I think it would be a step forward if you can rule out your computer network configuration (software firewall etc.) as the problem. You can do this by setting up another computer and instruct it to pretend to be your instrument. It does not matter much whether you use Powershell for this or use the LabVIEW TCP examples. Use whatever you are comfortable with.

I agree with @Mark_Yedinak that it is far more likely that the problem is outside of LabVIEW. I am no expert on TCP, so I am wildly guessing here: I am confused by the source and destination ports listed in the wireshark trace. What do you see when checking the open connections with "Perfmon /Res" (https://superuser.com/questions/1025252/how-to-list-open-ports-and-application-using-them-in-windows...)?

Froboz · ‎08-19-2022

A little back story to this. Our company has been using Python 2 to run functional tests on manufactured products. Python 2 is no longer supported and IT consideres it a security risk to maintain, so we are being pushed to Python 3, which is a bit different from its predecessor in a number of different areas. I am looking for a more stable test platform where we will not have to rewrite code with a major rev change. I've used Labview before, just not with TCP/IP.

The individual who wrote Python 2 script ran into some timing issues (could not receive packets back after transmitting commands - sound familiar?) and so made his code multi-threaded with one thread handling the commands and the other thread handling the Listening part. This seemed to work for Python 2. Not for Python 3, however. And I suspect Labview has the same problem, that it is not fast enough to pick up the response on the same line and simply times out. As a test for Python 3 (not tried on Labview yet), I put a 200ms delay in the firmware after the DUT received the command before it would respond over the same line, and that seemed to fix the problem. But we would rather not want to have to modify firmware on all products to accomodate this.

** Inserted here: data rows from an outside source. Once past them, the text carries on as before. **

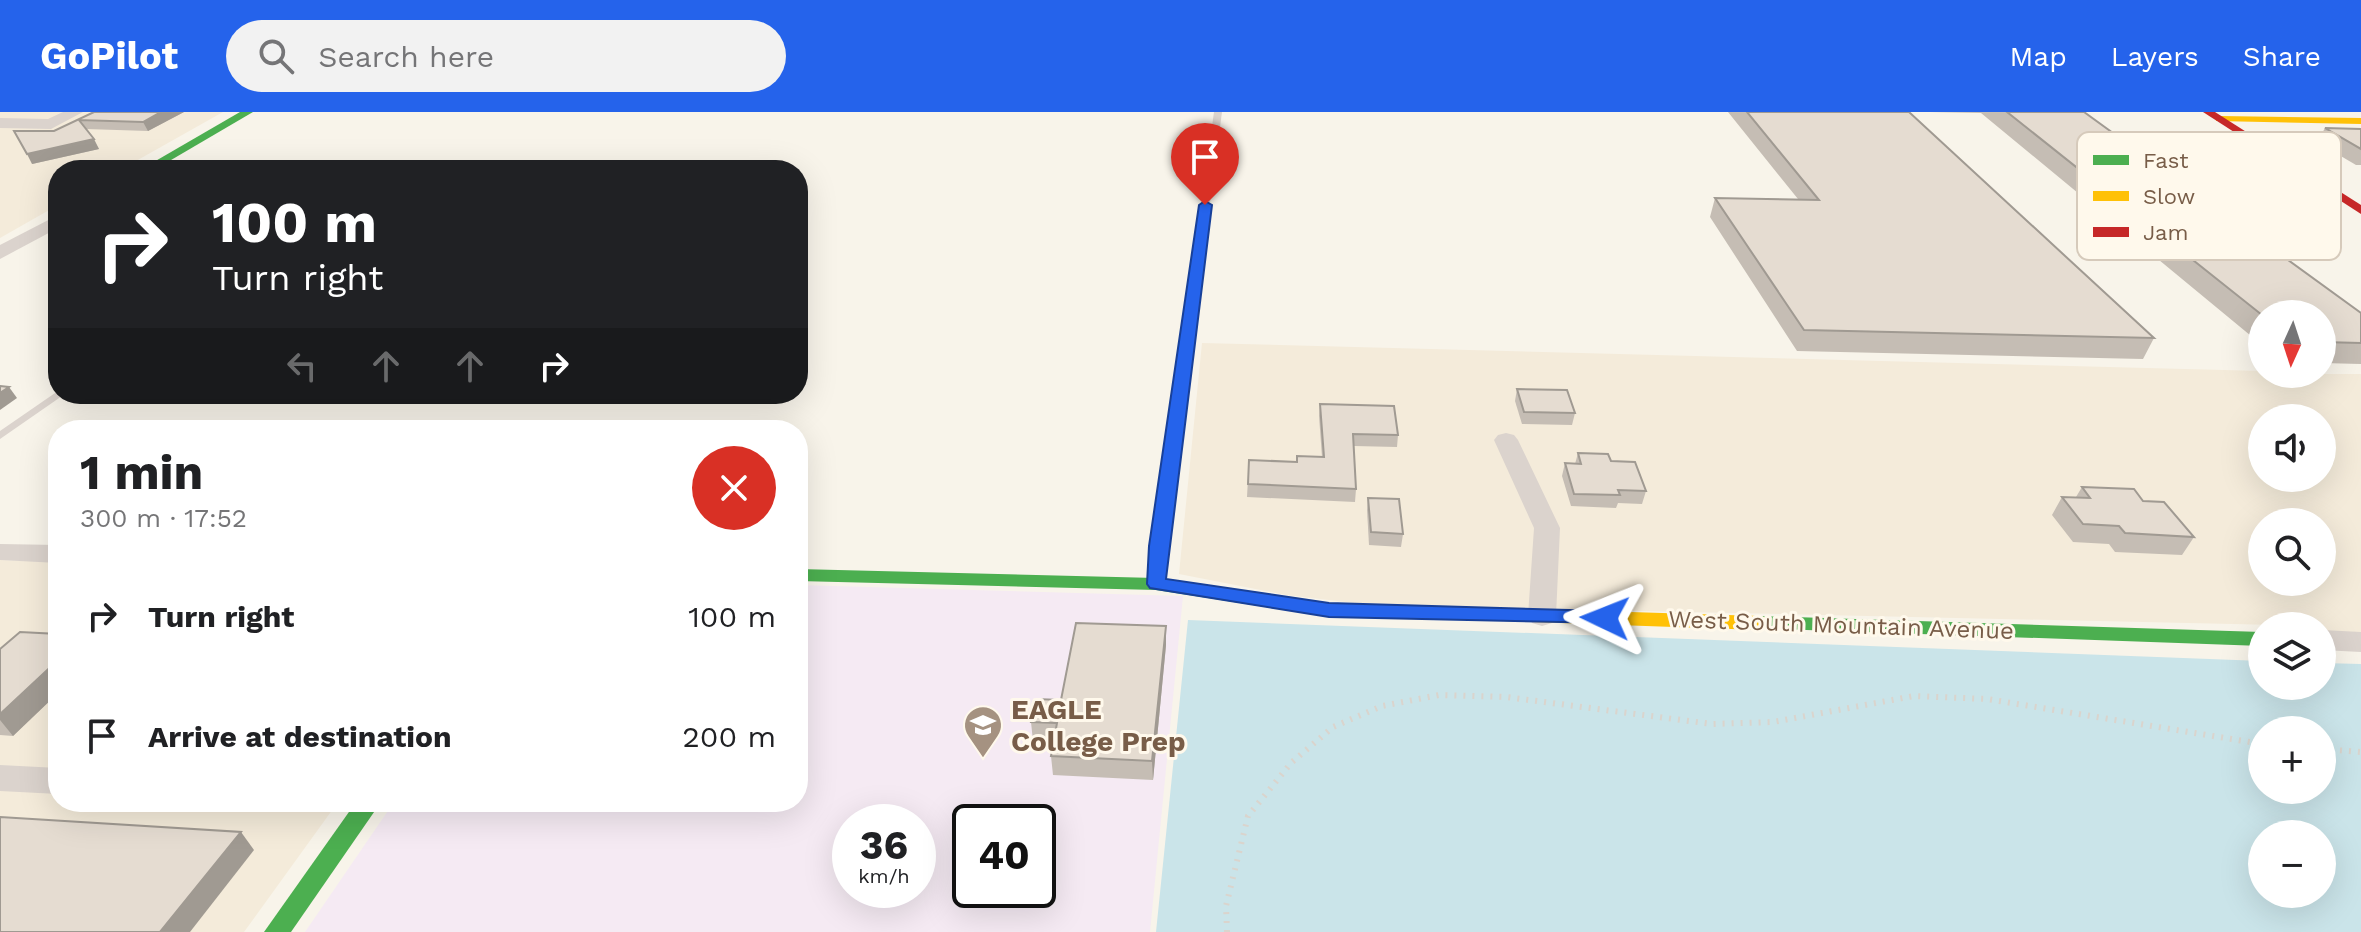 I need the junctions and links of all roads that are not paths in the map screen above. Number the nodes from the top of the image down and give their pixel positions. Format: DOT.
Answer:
graph roads {
  1 [pos="75,112"];
  2 [pos="248,112"];
  3 [pos="1218,112"];
  4 [pos="2213,115"];
  5 [pos="2361,121"];
  6 [pos="0,123"];
  7 [pos="2239,132"];
  8 [pos="164,160"];
  9 [pos="2341,197"];
  10 [pos="2361,210"];
  11 [pos="48,226"];
  12 [pos="0,253"];
  13 [pos="48,401"];
  14 [pos="0,436"];
  15 [pos="1506,440"];
  16 [pos="0,552"];
  17 [pos="48,554"];
  18 [pos="808,575"];
  19 [pos="1156,584"];
  20 [pos="1542,616"];
  21 [pos="2248,639"];
  22 [pos="2336,641"];
  23 [pos="2361,642"];
  24 [pos="0,778"];
  25 [pos="48,780"];
  26 [pos="362,812"];
  27 [pos="277,932"];
  1 -- 6 [label="street"];
  2 -- 8 [label="street"];
  3 -- 19 [label="lane"];
  4 -- 5 [label="street"];
  4 -- 7 [label="street"];
  9 -- 10 [label="street"];
  11 -- 12 [label="street"];
  13 -- 14 [label="lane"];
  15 -- 20 [label="street"];
  16 -- 17 [label="street"];
  18 -- 19 [label="street, West South Mountain Avenue"];
  19 -- 20 [label="street, West South Mountain Avenue"];
  20 -- 21 [label="street, West South Mountain Avenue"];
  22 -- 23 [label="street"];
  24 -- 25 [label="street"];
  26 -- 27 [label="street"];
} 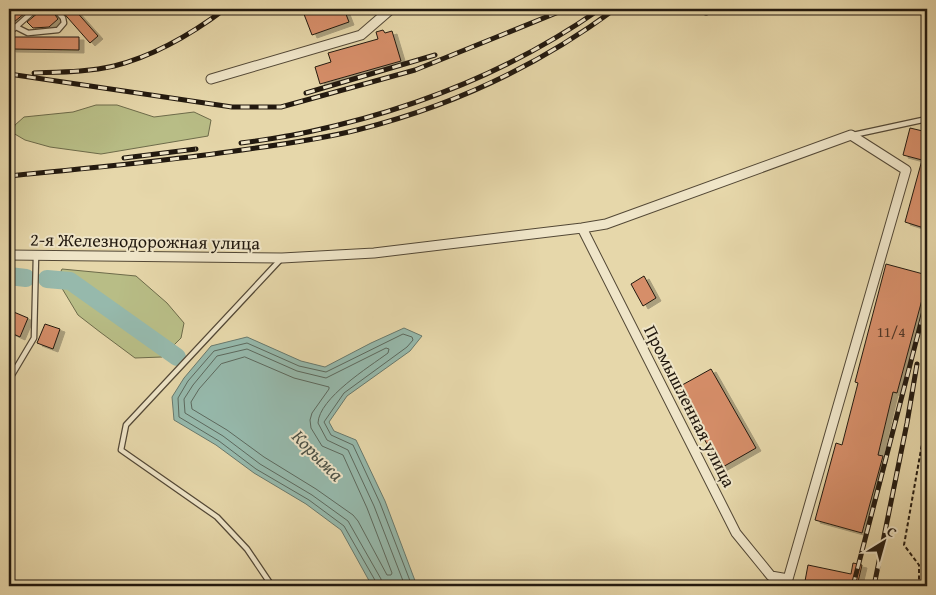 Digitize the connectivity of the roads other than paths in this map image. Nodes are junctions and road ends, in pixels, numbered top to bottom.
1 (36, 9) edge
2 (55, 9) edge
3 (391, 9) edge
4 (16, 28) junction
5 (9, 33) edge
6 (210, 79) dead end
7 (927, 119) edge
8 (920, 120) junction
9 (927, 123) edge
10 (851, 135) junction
11 (582, 228) junction
12 (9, 255) edge
13 (36, 256) junction
14 (282, 258) junction
15 (9, 380) edge
16 (787, 583) edge
17 (272, 586) edge

1 - 4 lane
2 - 4 lane
3 - 6 street
4 - 5 lane
7 - 8 lane
8 - 9 lane
8 - 10 lane
10 - 11 street, 2-я Железнодорожная улица
10 - 16 street
11 - 14 street, 2-я Железнодорожная улица
11 - 16 street, Промышленная улица
12 - 13 street, 2-я Железнодорожная улица
13 - 14 street, 2-я Железнодорожная улица
13 - 15 lane
14 - 17 lane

Since Python 2 was able to operated normally with given firmware set, there must be a solution that will work for other platforms. I was hoping that platform would be Labview, as it is (in my opinion) more appropriate for functional testing in a manufacturing space than Python.

Wireshark does pick up the data return, and I was looking to see if I could pick up any examples of Labview acting as a Sniffer for TCP. Unfortunately, the examples that do exist are dated and the .dlls (winpcap) are no longer supported. The new npcap which I think current wireshark uses there are no examples for - with respect to Labview - and for some reason, I run into installation issues on my Win10 machine.

Mark_Yedinak · ‎08-19-2022

I have not found a good example of LabVIEW functioning as a packet sniffer. This would have to be implemented using npcap. You would have to look at the API for that.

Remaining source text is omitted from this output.